Omitting the images, transcribe the records below exactly as they stand.

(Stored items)
━━━━━━━━
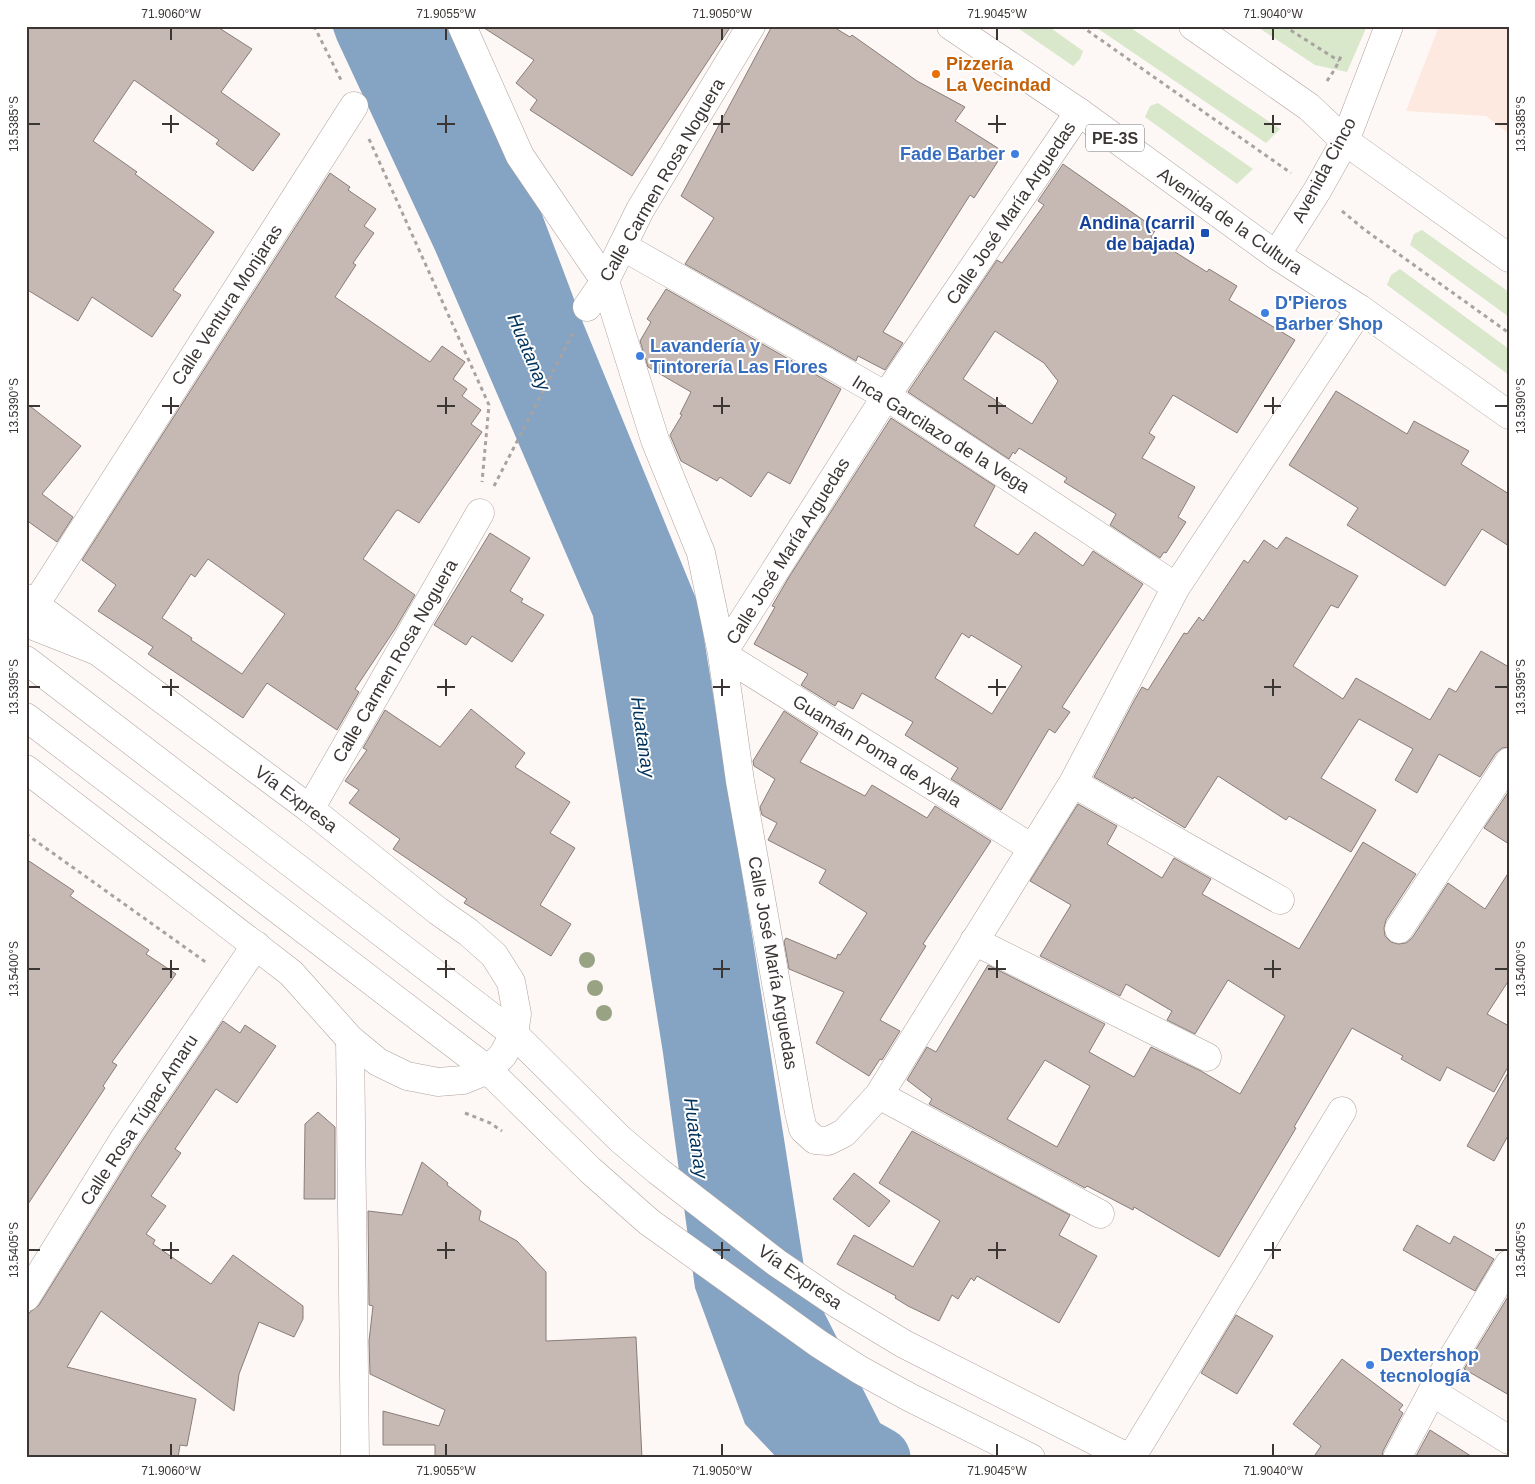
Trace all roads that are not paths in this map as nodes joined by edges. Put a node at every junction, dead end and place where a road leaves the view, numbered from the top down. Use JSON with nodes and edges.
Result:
{"nodes":[{"id":1,"x":462,"y":26,"type":"edge"},
{"id":2,"x":751,"y":26,"type":"edge"},
{"id":3,"x":951,"y":26,"type":"edge"},
{"id":4,"x":1193,"y":26,"type":"edge"},
{"id":5,"x":1389,"y":26,"type":"edge"},
{"id":6,"x":354,"y":106,"type":"road end"},
{"id":7,"x":1079,"y":112,"type":"junction"},
{"id":8,"x":1345,"y":140,"type":"junction"},
{"id":9,"x":622,"y":246,"type":"junction"},
{"id":10,"x":1276,"y":255,"type":"junction"},
{"id":11,"x":1509,"y":258,"type":"edge"},
{"id":12,"x":605,"y":281,"type":"junction"},
{"id":13,"x":587,"y":307,"type":"road end"},
{"id":14,"x":1360,"y":309,"type":"junction"},
{"id":15,"x":886,"y":396,"type":"junction"},
{"id":16,"x":1509,"y":415,"type":"edge"},
{"id":17,"x":480,"y":513,"type":"road end"},
{"id":18,"x":1176,"y":587,"type":"junction"},
{"id":19,"x":29,"y":609,"type":"edge"},
{"id":20,"x":722,"y":654,"type":"junction"},
{"id":21,"x":26,"y":660,"type":"edge"},
{"id":22,"x":26,"y":717,"type":"edge"},
{"id":23,"x":1509,"y":762,"type":"edge"},
{"id":24,"x":26,"y":769,"type":"edge"},
{"id":25,"x":1072,"y":783,"type":"junction"},
{"id":26,"x":310,"y":809,"type":"junction"},
{"id":27,"x":1032,"y":848,"type":"junction"},
{"id":28,"x":1280,"y":900,"type":"dead end"},
{"id":29,"x":1399,"y":929,"type":"dead end"},
{"id":30,"x":974,"y":941,"type":"junction"},
{"id":31,"x":256,"y":945,"type":"junction"},
{"id":32,"x":514,"y":1034,"type":"junction"},
{"id":33,"x":350,"y":1039,"type":"junction"},
{"id":34,"x":1207,"y":1057,"type":"dead end"},
{"id":35,"x":488,"y":1070,"type":"junction"},
{"id":36,"x":879,"y":1096,"type":"junction"},
{"id":37,"x":1342,"y":1111,"type":"dead end"},
{"id":38,"x":1100,"y":1214,"type":"dead end"},
{"id":39,"x":1509,"y":1264,"type":"edge"},
{"id":40,"x":26,"y":1297,"type":"edge"},
{"id":41,"x":1432,"y":1392,"type":"junction"},
{"id":42,"x":1509,"y":1440,"type":"edge"},
{"id":43,"x":355,"y":1458,"type":"edge"},
{"id":44,"x":1031,"y":1458,"type":"edge"},
{"id":45,"x":1130,"y":1458,"type":"edge"},
{"id":46,"x":1397,"y":1458,"type":"edge"}],
"edges":[{"from":1,"to":12,"type":"main road"},
{"from":2,"to":9,"type":"main road","name":"Calle Carmen Rosa Noguera"},
{"from":3,"to":7,"type":"main road","name":"Avenida de la Cultura","number":"PE-3S"},
{"from":4,"to":8,"type":"main road"},
{"from":5,"to":8,"type":"main road","name":"Avenida Cinco"},
{"from":6,"to":19,"type":"main road","name":"Calle Ventura Monjaras"},
{"from":7,"to":10,"type":"main road","name":"Avenida de la Cultura","number":"PE-3S"},
{"from":7,"to":15,"type":"main road","name":"Calle José María Arguedas"},
{"from":8,"to":10,"type":"main road","name":"Avenida Cinco"},
{"from":8,"to":11,"type":"main road"},
{"from":9,"to":12,"type":"main road","name":"Calle Carmen Rosa Noguera"},
{"from":9,"to":15,"type":"main road","name":"Inca Garcilazo de la Vega"},
{"from":10,"to":14,"type":"main road","name":"Avenida de la Cultura","number":"PE-3S"},
{"from":12,"to":13,"type":"main road","name":"Calle Carmen Rosa Noguera"},
{"from":12,"to":20,"type":"main road"},
{"from":14,"to":16,"type":"main road","name":"Avenida de la Cultura","number":"PE-3S"},
{"from":14,"to":18,"type":"main road","name":"Calle José María Arguedas"},
{"from":15,"to":18,"type":"main road","name":"Inca Garcilazo de la Vega"},
{"from":15,"to":20,"type":"main road","name":"Calle José María Arguedas"},
{"from":17,"to":26,"type":"main road","name":"Calle Carmen Rosa Noguera"},
{"from":18,"to":25,"type":"main road","name":"Calle José María Arguedas"},
{"from":19,"to":26,"type":"main road","name":"Vía Expresa"},
{"from":20,"to":27,"type":"main road","name":"Guamán Poma de Ayala"},
{"from":20,"to":36,"type":"main road","name":"Calle José María Arguedas"},
{"from":21,"to":32,"type":"main road","name":"Vía Expresa"},
{"from":22,"to":35,"type":"main road"},
{"from":23,"to":29,"type":"main road"},
{"from":24,"to":31,"type":"main road","name":"Vía Expresa"},
{"from":25,"to":27,"type":"main road","name":"Calle José María Arguedas"},
{"from":25,"to":28,"type":"main road"},
{"from":26,"to":32,"type":"main road","name":"Vía Expresa"},
{"from":27,"to":30,"type":"main road","name":"Calle José María Arguedas"},
{"from":30,"to":34,"type":"main road"},
{"from":30,"to":36,"type":"main road","name":"Calle José María Arguedas"},
{"from":31,"to":33,"type":"main road","name":"Vía Expresa"},
{"from":31,"to":40,"type":"main road","name":"Calle Rosa Túpac Amaru"},
{"from":32,"to":35,"type":"main road","name":"Vía Expresa"},
{"from":32,"to":45,"type":"main road","name":"Vía Expresa"},
{"from":33,"to":35,"type":"main road","name":"Vía Expresa"},
{"from":33,"to":43,"type":"main road"},
{"from":35,"to":44,"type":"main road"},
{"from":36,"to":38,"type":"main road"},
{"from":37,"to":45,"type":"main road"},
{"from":39,"to":41,"type":"main road"},
{"from":41,"to":42,"type":"main road"},
{"from":41,"to":46,"type":"main road"}]}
━━━━━━━━
▶ _COMPLETED TASK_
Trace all roads that are not paths in this map as nodes joined by edges. Put a node at every junction, dead end and place where a road leaves the view, numbered from the top down. Use JSON with nodes and edges.
Result:
{"nodes":[{"id":1,"x":462,"y":26,"type":"edge"},
{"id":2,"x":751,"y":26,"type":"edge"},
{"id":3,"x":951,"y":26,"type":"edge"},
{"id":4,"x":1193,"y":26,"type":"edge"},
{"id":5,"x":1389,"y":26,"type":"edge"},
{"id":6,"x":354,"y":106,"type":"road end"},
{"id":7,"x":1079,"y":112,"type":"junction"},
{"id":8,"x":1345,"y":140,"type":"junction"},
{"id":9,"x":622,"y":246,"type":"junction"},
{"id":10,"x":1276,"y":255,"type":"junction"},
{"id":11,"x":1509,"y":258,"type":"edge"},
{"id":12,"x":605,"y":281,"type":"junction"},
{"id":13,"x":587,"y":307,"type":"road end"},
{"id":14,"x":1360,"y":309,"type":"junction"},
{"id":15,"x":886,"y":396,"type":"junction"},
{"id":16,"x":1509,"y":415,"type":"edge"},
{"id":17,"x":480,"y":513,"type":"road end"},
{"id":18,"x":1176,"y":587,"type":"junction"},
{"id":19,"x":29,"y":609,"type":"edge"},
{"id":20,"x":722,"y":654,"type":"junction"},
{"id":21,"x":26,"y":660,"type":"edge"},
{"id":22,"x":26,"y":717,"type":"edge"},
{"id":23,"x":1509,"y":762,"type":"edge"},
{"id":24,"x":26,"y":769,"type":"edge"},
{"id":25,"x":1072,"y":783,"type":"junction"},
{"id":26,"x":310,"y":809,"type":"junction"},
{"id":27,"x":1032,"y":848,"type":"junction"},
{"id":28,"x":1280,"y":900,"type":"dead end"},
{"id":29,"x":1399,"y":929,"type":"dead end"},
{"id":30,"x":974,"y":941,"type":"junction"},
{"id":31,"x":256,"y":945,"type":"junction"},
{"id":32,"x":514,"y":1034,"type":"junction"},
{"id":33,"x":350,"y":1039,"type":"junction"},
{"id":34,"x":1207,"y":1057,"type":"dead end"},
{"id":35,"x":488,"y":1070,"type":"junction"},
{"id":36,"x":879,"y":1096,"type":"junction"},
{"id":37,"x":1342,"y":1111,"type":"dead end"},
{"id":38,"x":1100,"y":1214,"type":"dead end"},
{"id":39,"x":1509,"y":1264,"type":"edge"},
{"id":40,"x":26,"y":1297,"type":"edge"},
{"id":41,"x":1432,"y":1392,"type":"junction"},
{"id":42,"x":1509,"y":1440,"type":"edge"},
{"id":43,"x":355,"y":1458,"type":"edge"},
{"id":44,"x":1031,"y":1458,"type":"edge"},
{"id":45,"x":1130,"y":1458,"type":"edge"},
{"id":46,"x":1397,"y":1458,"type":"edge"}],
"edges":[{"from":1,"to":12,"type":"main road"},
{"from":2,"to":9,"type":"main road","name":"Calle Carmen Rosa Noguera"},
{"from":3,"to":7,"type":"main road","name":"Avenida de la Cultura","number":"PE-3S"},
{"from":4,"to":8,"type":"main road"},
{"from":5,"to":8,"type":"main road","name":"Avenida Cinco"},
{"from":6,"to":19,"type":"main road","name":"Calle Ventura Monjaras"},
{"from":7,"to":10,"type":"main road","name":"Avenida de la Cultura","number":"PE-3S"},
{"from":7,"to":15,"type":"main road","name":"Calle José María Arguedas"},
{"from":8,"to":10,"type":"main road","name":"Avenida Cinco"},
{"from":8,"to":11,"type":"main road"},
{"from":9,"to":12,"type":"main road","name":"Calle Carmen Rosa Noguera"},
{"from":9,"to":15,"type":"main road","name":"Inca Garcilazo de la Vega"},
{"from":10,"to":14,"type":"main road","name":"Avenida de la Cultura","number":"PE-3S"},
{"from":12,"to":13,"type":"main road","name":"Calle Carmen Rosa Noguera"},
{"from":12,"to":20,"type":"main road"},
{"from":14,"to":16,"type":"main road","name":"Avenida de la Cultura","number":"PE-3S"},
{"from":14,"to":18,"type":"main road","name":"Calle José María Arguedas"},
{"from":15,"to":18,"type":"main road","name":"Inca Garcilazo de la Vega"},
{"from":15,"to":20,"type":"main road","name":"Calle José María Arguedas"},
{"from":17,"to":26,"type":"main road","name":"Calle Carmen Rosa Noguera"},
{"from":18,"to":25,"type":"main road","name":"Calle José María Arguedas"},
{"from":19,"to":26,"type":"main road","name":"Vía Expresa"},
{"from":20,"to":27,"type":"main road","name":"Guamán Poma de Ayala"},
{"from":20,"to":36,"type":"main road","name":"Calle José María Arguedas"},
{"from":21,"to":32,"type":"main road","name":"Vía Expresa"},
{"from":22,"to":35,"type":"main road"},
{"from":23,"to":29,"type":"main road"},
{"from":24,"to":31,"type":"main road","name":"Vía Expresa"},
{"from":25,"to":27,"type":"main road","name":"Calle José María Arguedas"},
{"from":25,"to":28,"type":"main road"},
{"from":26,"to":32,"type":"main road","name":"Vía Expresa"},
{"from":27,"to":30,"type":"main road","name":"Calle José María Arguedas"},
{"from":30,"to":34,"type":"main road"},
{"from":30,"to":36,"type":"main road","name":"Calle José María Arguedas"},
{"from":31,"to":33,"type":"main road","name":"Vía Expresa"},
{"from":31,"to":40,"type":"main road","name":"Calle Rosa Túpac Amaru"},
{"from":32,"to":35,"type":"main road","name":"Vía Expresa"},
{"from":32,"to":45,"type":"main road","name":"Vía Expresa"},
{"from":33,"to":35,"type":"main road","name":"Vía Expresa"},
{"from":33,"to":43,"type":"main road"},
{"from":35,"to":44,"type":"main road"},
{"from":36,"to":38,"type":"main road"},
{"from":37,"to":45,"type":"main road"},
{"from":39,"to":41,"type":"main road"},
{"from":41,"to":42,"type":"main road"},
{"from":41,"to":46,"type":"main road"}]}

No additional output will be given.